Nada que objetar al razonamiento, aunque me suene mucho a aquello de “Hacienda somos todos”, que los malévolos apostillaban con lo de “pero unos más que otros”. Las ideas suelen ser maravillosas, pero la constatación empírica de a lo que conducen suele ofrecer el contraste del que sale la síntesis orientadora para la acción futura. Porque lo que mi crítico no pondera es el costo de las prestaciones del Estado, que es donde está la clave de la cuestión. Cuando el gasto público se dispara, como ha sucedido en España estos últimos 30 años, convendría medir la relación inherente entre costos y beneficios, pero ninguno de nuestros dirigentes está dispuesto a someter los resultados de su acción política a las mismas técnicas de “benchmarking” que se le exigen a la iniciativa privada para evolucionar en nuestro difícil entorno globalizado. Es decir, que no sabemos si lo que se nos ofrece podría lograrse a un menor costo. Que seguro que sí.

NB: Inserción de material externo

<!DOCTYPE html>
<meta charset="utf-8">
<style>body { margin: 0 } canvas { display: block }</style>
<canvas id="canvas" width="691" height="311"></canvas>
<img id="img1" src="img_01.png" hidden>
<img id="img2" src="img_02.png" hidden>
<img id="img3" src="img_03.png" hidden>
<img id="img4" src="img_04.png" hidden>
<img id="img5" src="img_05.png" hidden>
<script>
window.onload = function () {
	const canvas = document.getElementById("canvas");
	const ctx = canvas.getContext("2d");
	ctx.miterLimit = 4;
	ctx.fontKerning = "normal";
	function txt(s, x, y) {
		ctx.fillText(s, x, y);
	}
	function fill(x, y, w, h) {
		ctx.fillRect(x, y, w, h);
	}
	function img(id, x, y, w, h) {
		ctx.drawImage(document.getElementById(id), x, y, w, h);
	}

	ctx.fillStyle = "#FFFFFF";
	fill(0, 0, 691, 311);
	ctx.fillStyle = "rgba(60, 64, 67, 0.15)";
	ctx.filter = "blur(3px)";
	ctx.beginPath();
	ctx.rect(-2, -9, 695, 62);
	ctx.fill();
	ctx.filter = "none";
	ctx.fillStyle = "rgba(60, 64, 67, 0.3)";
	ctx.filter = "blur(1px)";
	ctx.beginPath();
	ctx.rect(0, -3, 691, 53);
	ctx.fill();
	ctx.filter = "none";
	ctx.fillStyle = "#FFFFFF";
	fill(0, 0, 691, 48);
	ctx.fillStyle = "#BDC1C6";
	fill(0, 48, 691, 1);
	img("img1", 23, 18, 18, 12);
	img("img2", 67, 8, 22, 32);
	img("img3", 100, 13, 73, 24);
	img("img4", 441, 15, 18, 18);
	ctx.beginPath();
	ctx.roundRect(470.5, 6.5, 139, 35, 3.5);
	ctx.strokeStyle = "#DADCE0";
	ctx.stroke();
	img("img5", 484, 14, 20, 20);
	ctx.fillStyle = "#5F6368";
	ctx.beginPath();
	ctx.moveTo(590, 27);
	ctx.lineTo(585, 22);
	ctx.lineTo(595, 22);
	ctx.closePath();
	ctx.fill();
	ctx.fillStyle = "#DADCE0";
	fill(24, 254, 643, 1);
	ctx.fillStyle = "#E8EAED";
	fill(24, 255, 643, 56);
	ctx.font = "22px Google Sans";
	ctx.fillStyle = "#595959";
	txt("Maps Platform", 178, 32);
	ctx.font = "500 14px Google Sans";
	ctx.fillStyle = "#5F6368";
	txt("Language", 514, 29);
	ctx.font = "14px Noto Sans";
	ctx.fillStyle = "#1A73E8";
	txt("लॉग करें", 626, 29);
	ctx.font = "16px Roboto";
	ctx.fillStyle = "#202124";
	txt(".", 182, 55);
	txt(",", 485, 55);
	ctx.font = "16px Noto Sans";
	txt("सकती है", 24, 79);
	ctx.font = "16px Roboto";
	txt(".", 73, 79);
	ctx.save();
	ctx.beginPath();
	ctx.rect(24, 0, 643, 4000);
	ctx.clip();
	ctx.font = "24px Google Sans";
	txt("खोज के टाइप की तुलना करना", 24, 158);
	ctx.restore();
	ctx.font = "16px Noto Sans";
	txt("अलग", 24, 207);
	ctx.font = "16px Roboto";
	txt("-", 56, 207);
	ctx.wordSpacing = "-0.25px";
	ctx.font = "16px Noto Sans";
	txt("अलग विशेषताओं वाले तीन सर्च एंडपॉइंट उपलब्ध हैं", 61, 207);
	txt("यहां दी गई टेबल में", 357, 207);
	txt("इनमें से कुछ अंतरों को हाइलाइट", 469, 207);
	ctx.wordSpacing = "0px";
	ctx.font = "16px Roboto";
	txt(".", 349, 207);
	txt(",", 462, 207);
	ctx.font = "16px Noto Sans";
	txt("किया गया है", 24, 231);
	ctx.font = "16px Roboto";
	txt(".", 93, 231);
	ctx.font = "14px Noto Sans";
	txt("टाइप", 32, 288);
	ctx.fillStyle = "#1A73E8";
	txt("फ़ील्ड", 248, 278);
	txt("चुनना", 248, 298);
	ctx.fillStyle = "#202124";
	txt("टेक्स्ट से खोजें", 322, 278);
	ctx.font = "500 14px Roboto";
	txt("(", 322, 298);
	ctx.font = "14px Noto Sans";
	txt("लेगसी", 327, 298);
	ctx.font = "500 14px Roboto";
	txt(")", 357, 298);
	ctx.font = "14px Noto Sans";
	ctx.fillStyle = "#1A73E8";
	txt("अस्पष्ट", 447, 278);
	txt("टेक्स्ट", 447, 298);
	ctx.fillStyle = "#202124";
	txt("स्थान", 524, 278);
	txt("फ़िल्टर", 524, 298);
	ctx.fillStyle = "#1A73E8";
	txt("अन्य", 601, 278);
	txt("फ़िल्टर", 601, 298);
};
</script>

Además, nuestra aportación a las necesidades del Estado no nos garantiza unos derechos cuantificados. Quienes acaban de llegar al mercado laboral desconocen si lo que hoy se les descuenta, a fin de subvenir a las necesidades del Estado, servirá para ofrecerles una cobertura de pensiones públicas al término de su vida profesional. Y los que estamos a punto de dejarla no tenemos nada claro lo que vamos a encontrar. ¡Si parece que estuviéramos ante un esquema Ponzi!
Existen maneras para medir la presión fiscal. La más común de ellas es la del porcentaje sobre el PIB. Pero yo he utilizado en dos ocasiones el modelo de “días trabajados para el Estado” buscando un índice comprensible.

Naturalmente, este género de equilibrios serían innecesarios si quienes tienen la información real sobre el conjunto de las cargas fiscales existentes, es decir, los políticos, la divulgaran. Pero no lo hacen, como tampoco dicen, exactamente, a qué responde la monstruosa deuda pública que soportamos. Por ejemplo, el 10 de septiembre de 1997, el entonces ministro de Industria, Josep Piqué, reconoció públicamente (¿un desliz?) que los compromisos asumidos por la extinta Agencia Industrial del Estado con los 40.000 trabajadores que habían perdido sus puestos de trabajo en los diferentes procesos de reestructuración (siderurgia, carbón, defensa, naval) ascendían a 1,25 billones de las extintas pesetas, o 31,2 millones de pesetas por trabajador. El pasivo resultante no se enjuagaría de todo, dijo, hasta 2065.

Lo dicho: datos y el benchmarking en la Administración, y después filosofamos.